*** Opening of WORKING DATA ***

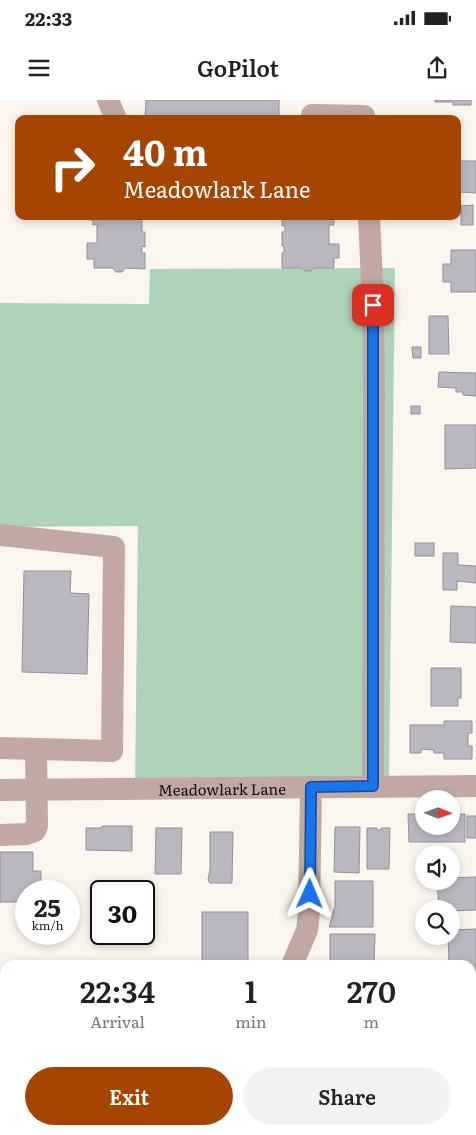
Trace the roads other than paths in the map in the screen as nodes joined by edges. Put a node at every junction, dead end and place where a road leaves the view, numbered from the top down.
1 (108, 100) edge
2 (364, 111) edge
3 (114, 115) edge
4 (312, 115) edge
5 (369, 220) edge
6 (0, 535) edge
7 (0, 748) edge
8 (36, 749) junction
9 (373, 786) junction
10 (476, 786) edge
11 (311, 787) junction
12 (36, 789) junction
13 (0, 790) edge
14 (0, 835) edge
15 (294, 960) edge

1 - 3 street
2 - 4 street
5 - 9 street
6 - 8 street
7 - 8 street
8 - 12 street
9 - 10 street, Meadowlark Lane
9 - 11 street, Meadowlark Lane
11 - 12 street, Meadowlark Lane
11 - 15 street
12 - 13 street, Meadowlark Lane
12 - 14 street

*** Close of WORKING DATA ***

#### PROBLEM STATEMENT:
Only an exact copy of the entries, with no pictures, is expected as the answer.

#### RESULT FOR THIS TASK:
Trace the roads other than paths in the map in the screen as nodes joined by edges. Put a node at every junction, dead end and place where a road leaves the view, numbered from the top down.
1 (108, 100) edge
2 (364, 111) edge
3 (114, 115) edge
4 (312, 115) edge
5 (369, 220) edge
6 (0, 535) edge
7 (0, 748) edge
8 (36, 749) junction
9 (373, 786) junction
10 (476, 786) edge
11 (311, 787) junction
12 (36, 789) junction
13 (0, 790) edge
14 (0, 835) edge
15 (294, 960) edge

1 - 3 street
2 - 4 street
5 - 9 street
6 - 8 street
7 - 8 street
8 - 12 street
9 - 10 street, Meadowlark Lane
9 - 11 street, Meadowlark Lane
11 - 12 street, Meadowlark Lane
11 - 15 street
12 - 13 street, Meadowlark Lane
12 - 14 street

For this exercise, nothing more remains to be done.